Clearly the supply challenge is on. Stating the obvious, continued expansion and development in U.S. pork exports is essential and critical to prevent a disaster in the U.S. hog industry.
Expansion of U.S. hog breeding numbers began in 2010. There was a hitch in the expansion during the porcine epidemic diarrhea virus period of 2013-14, but after 2014 breeding stock has been expanding each quarter. We should be approaching the end of this 10-year cycle. What will likely cause an end to the expansion? Of course, it could be low pork prices resulting in low hog prices and widespread losses in the industry triggering an end to the current expansion.

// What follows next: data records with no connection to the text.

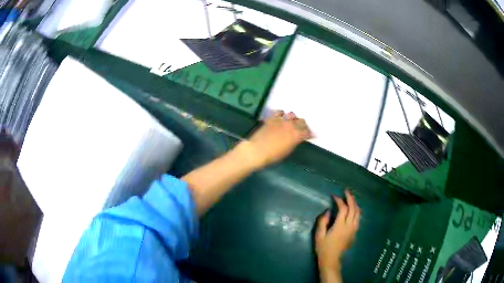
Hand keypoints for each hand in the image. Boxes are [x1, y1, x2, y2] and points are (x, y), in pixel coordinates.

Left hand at [240, 110, 312, 168]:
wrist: (257, 150)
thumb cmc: (273, 156)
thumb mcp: (287, 151)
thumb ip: (294, 142)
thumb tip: (297, 139)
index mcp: (297, 135)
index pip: (307, 132)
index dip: (310, 134)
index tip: (311, 135)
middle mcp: (291, 125)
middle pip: (302, 121)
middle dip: (303, 125)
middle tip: (302, 129)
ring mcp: (281, 120)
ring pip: (292, 115)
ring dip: (293, 119)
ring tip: (291, 123)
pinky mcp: (272, 118)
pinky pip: (280, 112)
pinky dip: (282, 114)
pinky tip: (281, 118)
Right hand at [315, 190, 360, 276]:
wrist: (331, 259)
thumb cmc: (323, 247)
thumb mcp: (319, 235)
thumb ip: (323, 221)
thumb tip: (328, 210)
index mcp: (340, 226)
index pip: (343, 209)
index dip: (339, 200)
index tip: (334, 196)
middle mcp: (349, 226)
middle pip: (353, 208)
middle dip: (350, 198)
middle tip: (346, 191)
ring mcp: (353, 229)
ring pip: (358, 213)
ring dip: (355, 203)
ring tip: (351, 197)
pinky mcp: (354, 232)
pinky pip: (358, 218)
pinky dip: (357, 210)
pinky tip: (354, 209)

However, in my opinion, with the rest of the world focused on raising more soybeans and less corn, the most likely trigger to end the current expansion would be a sharp and unexpected rise in corn prices. This is a discussion for another day.
Finally, a final note on the ASF situation. Not only is ASF spreading in China, but it’s been spreading in Eastern Europe. The United States just imposed a ban on imported pork from Poland. We import mostly bellies from Poland, so this development should support the belly market down the road. Recently several cases of ASF have been detected in Belgium in wild boars. My sources believe if this disease is going to spread into Western Europe, in a commercial hog facility, the most likely “first case” will show up in Germany.
Because of the potential for explosive price action if ASF continues to spread, we’ve advised our clients to hedge using put options, in effect establishing a price floor while leaving the upside to prices open.